Elsewhere on this site are notes about setting up diskless X terminals from old PCs. All these experiments were done with the BOOTP/TFTP/NFS server on the same subnet as the diskless client. This all worked fine.

But I now have a subnetted home network and was eager to try to set up a diskless client on a different subnet. I had heaps of trouble with this and I made a lot of important discoveries along the way ... and hence I've put them into this article.

Home network diagram

                   Internet
                       |
     +-----------------+--------------------+
     |               ppp0                   |
     |                                      |
     |                  G                   |
     |                                      |
     |  eth0(10.0.0.5)      eth1(10.0.1.5)  |
     +-------+---------------------+--------+
             |                     |
          +--+                     +-------------+
          |                                      |
+---------+---------+                 +----------+--------+
|  eth0(10.0.0.1    |                 |  eth0(?.?.?.?)    |
|                   |                 |                   |
|         S         |                 |          C        |
|                   |                 |                   |
+-------------------+                 +-------------------+

G is the Gateway machine, S is the Server and C is our diskless Client. G is acting as a router and an IP Masquerading gateway to the internet through the PPP connection. On the G gateway, the two ethernet ports are configured as:

   eth0   IP=10.0.0.5  BROADCAST=10.0.0.255    NETMASK=255.255.255.0
   eth1   IP=10.0.1.5  BROADCAST=10.0.1.255    NETMASK=255.255.255.0
Its just a simple class C subnet design(??). The whole reason I have two ethernet subnets is that I was too cheap to buy a hub. Each subnet is just a crossover cable directly connected to 'S' and 'C'.

The 'S' server has its ethernet card configured as follows:

   eth0   IP=10.0.0.1  BROADCAST=10.0.0.255    NETMASK=255.255.255.0
          DEFAULT GATEWAY=10.0.0.5
Obviously, anything not meant for the 10.0.0.x network is meant to go through the default gateway.

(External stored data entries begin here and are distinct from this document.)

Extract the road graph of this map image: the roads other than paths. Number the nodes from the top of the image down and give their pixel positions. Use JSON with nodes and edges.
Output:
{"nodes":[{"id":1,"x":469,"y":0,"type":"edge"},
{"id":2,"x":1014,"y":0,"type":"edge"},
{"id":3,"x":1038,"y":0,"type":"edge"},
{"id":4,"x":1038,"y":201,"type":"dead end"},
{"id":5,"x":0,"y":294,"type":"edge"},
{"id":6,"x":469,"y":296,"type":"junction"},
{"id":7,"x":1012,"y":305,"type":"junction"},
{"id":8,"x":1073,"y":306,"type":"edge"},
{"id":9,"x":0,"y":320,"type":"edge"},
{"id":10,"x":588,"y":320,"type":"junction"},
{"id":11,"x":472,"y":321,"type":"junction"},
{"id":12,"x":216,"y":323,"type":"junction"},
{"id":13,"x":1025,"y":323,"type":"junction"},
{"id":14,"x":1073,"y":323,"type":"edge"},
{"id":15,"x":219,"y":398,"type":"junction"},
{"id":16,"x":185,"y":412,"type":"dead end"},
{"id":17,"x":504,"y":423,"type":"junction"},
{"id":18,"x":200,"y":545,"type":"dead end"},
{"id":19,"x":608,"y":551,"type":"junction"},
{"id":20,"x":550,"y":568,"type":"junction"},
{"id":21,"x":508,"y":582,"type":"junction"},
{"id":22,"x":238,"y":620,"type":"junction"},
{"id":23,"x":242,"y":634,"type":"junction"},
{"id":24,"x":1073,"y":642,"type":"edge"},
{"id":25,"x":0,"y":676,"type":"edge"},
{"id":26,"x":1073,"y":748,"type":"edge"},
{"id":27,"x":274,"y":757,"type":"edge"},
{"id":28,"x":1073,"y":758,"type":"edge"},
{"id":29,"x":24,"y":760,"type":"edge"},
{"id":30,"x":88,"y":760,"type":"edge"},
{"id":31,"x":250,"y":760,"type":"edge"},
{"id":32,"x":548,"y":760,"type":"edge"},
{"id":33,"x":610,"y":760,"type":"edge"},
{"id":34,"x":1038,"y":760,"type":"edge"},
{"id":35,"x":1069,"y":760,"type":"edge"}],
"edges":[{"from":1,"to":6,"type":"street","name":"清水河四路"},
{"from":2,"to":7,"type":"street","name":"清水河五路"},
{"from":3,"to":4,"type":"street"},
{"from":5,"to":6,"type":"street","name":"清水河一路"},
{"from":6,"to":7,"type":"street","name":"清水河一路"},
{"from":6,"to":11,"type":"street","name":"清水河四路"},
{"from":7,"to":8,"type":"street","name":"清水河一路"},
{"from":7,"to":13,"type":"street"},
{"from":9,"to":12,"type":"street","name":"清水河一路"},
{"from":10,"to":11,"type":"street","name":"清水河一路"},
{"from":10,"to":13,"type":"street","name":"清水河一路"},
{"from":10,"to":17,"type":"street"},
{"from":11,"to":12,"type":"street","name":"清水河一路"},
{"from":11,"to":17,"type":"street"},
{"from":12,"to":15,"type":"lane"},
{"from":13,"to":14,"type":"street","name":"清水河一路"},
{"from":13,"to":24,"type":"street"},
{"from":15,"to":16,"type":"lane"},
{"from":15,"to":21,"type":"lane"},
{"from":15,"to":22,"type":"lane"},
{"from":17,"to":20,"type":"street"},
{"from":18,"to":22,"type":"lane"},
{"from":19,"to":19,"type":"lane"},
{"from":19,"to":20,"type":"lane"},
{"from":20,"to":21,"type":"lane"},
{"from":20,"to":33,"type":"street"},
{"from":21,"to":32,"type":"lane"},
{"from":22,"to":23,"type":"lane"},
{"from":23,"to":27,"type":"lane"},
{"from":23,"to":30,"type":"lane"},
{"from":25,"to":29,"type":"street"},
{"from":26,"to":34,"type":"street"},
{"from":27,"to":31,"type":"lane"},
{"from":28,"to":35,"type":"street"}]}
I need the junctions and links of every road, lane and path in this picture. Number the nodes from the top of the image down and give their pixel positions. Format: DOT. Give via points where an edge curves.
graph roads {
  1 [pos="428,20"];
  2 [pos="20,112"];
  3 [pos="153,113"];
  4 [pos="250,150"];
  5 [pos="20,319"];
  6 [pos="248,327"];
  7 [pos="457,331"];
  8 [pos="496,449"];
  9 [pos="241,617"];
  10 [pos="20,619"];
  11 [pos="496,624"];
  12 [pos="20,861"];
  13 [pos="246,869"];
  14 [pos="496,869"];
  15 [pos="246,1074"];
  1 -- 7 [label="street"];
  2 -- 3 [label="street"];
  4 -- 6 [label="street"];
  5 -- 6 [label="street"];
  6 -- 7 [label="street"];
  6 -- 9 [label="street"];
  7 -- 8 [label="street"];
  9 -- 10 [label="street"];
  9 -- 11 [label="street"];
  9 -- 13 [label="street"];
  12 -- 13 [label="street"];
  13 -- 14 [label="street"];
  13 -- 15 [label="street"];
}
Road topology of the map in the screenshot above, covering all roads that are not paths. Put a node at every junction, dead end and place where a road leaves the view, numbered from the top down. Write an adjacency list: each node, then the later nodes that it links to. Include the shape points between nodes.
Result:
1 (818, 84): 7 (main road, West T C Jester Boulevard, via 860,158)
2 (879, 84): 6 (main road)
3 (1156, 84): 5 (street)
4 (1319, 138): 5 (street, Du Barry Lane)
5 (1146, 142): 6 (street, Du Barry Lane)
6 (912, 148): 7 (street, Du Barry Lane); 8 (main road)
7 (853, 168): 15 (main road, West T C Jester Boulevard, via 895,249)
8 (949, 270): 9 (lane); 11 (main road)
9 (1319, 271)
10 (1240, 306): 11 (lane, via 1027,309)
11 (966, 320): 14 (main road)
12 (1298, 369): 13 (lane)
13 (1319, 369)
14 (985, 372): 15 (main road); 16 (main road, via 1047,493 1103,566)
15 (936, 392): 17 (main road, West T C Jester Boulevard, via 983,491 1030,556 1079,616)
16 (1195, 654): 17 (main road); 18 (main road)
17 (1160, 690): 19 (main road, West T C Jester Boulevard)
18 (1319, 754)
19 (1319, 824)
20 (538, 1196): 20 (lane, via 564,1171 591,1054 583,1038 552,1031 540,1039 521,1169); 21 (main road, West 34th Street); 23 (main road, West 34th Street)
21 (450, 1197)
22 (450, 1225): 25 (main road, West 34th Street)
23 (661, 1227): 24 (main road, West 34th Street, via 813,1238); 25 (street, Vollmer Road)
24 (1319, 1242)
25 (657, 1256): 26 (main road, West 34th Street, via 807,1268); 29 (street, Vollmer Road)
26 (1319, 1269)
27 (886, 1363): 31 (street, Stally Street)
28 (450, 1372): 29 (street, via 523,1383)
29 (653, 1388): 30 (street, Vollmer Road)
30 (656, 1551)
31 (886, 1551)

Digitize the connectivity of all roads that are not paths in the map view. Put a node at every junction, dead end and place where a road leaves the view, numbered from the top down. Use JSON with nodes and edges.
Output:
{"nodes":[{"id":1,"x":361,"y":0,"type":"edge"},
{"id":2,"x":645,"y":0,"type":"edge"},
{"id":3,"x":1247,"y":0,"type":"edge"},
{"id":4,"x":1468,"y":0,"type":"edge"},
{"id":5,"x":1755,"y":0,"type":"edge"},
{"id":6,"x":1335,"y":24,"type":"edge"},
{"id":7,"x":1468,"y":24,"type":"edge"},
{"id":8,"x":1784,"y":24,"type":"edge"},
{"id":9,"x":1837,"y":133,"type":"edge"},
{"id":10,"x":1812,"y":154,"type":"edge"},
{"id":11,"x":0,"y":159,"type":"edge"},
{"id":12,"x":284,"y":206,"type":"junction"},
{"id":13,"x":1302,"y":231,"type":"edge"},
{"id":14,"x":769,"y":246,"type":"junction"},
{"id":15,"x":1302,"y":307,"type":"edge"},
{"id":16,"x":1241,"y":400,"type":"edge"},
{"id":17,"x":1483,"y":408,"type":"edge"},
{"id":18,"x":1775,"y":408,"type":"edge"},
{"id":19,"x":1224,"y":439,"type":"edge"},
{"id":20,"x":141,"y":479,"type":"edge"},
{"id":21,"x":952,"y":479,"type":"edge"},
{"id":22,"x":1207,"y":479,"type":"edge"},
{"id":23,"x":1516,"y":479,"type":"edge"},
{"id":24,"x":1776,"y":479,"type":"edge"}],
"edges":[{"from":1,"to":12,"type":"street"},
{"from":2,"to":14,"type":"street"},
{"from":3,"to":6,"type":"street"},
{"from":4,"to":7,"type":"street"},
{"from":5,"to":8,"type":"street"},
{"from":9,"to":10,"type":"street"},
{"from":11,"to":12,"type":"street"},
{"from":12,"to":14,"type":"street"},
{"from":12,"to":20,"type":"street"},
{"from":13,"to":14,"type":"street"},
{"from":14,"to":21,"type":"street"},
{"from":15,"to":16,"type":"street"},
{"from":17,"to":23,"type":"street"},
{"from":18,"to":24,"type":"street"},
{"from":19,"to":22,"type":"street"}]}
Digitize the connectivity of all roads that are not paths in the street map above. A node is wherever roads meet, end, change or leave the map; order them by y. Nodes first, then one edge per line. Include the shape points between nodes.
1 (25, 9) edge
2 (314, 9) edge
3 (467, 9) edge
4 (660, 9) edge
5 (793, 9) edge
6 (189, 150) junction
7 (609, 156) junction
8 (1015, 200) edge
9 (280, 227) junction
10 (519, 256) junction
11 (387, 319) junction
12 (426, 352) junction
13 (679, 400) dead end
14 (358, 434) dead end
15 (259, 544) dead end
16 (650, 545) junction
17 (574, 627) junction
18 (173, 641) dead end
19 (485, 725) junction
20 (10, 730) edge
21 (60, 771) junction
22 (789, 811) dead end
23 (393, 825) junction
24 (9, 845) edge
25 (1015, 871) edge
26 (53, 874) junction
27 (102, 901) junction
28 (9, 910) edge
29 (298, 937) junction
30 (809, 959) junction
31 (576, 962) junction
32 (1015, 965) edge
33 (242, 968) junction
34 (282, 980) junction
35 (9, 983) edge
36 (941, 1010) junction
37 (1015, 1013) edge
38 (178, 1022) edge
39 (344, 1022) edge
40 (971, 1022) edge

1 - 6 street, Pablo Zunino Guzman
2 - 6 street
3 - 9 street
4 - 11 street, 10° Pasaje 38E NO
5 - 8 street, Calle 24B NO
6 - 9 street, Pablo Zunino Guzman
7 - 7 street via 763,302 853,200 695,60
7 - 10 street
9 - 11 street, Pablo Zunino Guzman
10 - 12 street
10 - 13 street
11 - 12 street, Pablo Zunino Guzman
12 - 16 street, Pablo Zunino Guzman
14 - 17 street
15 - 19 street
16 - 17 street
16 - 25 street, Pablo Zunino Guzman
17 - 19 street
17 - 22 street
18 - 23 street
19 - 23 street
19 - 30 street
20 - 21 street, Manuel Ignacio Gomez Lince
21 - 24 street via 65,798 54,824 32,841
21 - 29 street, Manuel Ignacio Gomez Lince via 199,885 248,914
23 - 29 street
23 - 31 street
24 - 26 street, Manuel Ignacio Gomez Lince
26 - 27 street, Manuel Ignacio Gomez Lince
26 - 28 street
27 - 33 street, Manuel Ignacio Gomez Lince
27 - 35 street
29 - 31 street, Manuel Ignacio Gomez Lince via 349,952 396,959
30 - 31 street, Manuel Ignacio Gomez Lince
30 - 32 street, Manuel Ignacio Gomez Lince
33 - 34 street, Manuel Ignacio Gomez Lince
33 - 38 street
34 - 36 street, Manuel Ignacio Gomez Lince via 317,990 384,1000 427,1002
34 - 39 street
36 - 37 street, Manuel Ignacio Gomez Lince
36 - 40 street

The 'C' client machine actually does have a hard disk and is often booted up in Windows and works just fine with the following ethernet config:

   eth0   IP=10.0.1.1  BROADCAST=10.0.1.255    NETMASK=255.255.255.0
          DEFAULT GATEWAY=10.0.1.5

Under this setup, the masquerading on the 'G' gateway seemed to work fine, with both 'S' and 'C' able to access the internet correctly. The two machines could also connect to each other. I just assumed this was an offshoot of turning on ip_forward'ing on the 'G' gateway.

The Problem

All I wanted to do was to boot up 'C' as a diskless client using 'S' as the TFTP/NFS server. The BOOTP server was also on 'S' and I knew that BOOTP broadcasts would not be passed through the 'G' machine at all ... unless I helped it. At the time I was also mucking around the dhcp, so I started up the DHCP relay on 'G' so that it would forward any DHCP/BOOTP requests onto 'S'. So all I did on 'G' was:
   dhcrelay 10.0.0.1
I could now reboot the 'C' machine from an Etherboot floppy. I could see it sending the BOOTP request and getting a response, But it would not download the kernel by TFTP.

Here is the relevant bootptab entry for our diskless client:

.client:\
   hd=/tftpboot:vm=auto:ip=10.0.1.16:\
   :sa=10.0.0.1:sm=255.255.255.0:ht=ethernet:ha=00a02406636a:\
   :gw=10.0.1.5:bf=xterm1.boot3:rp="/tftpboot/10.0.0.5":
The sa= indicates the TFTP server to get the kernel from. The IP address, default gateway should all be OK. I then tried booting off a Bootable Linux CD on the 'C' machine to try a manual tftp. It also did not work.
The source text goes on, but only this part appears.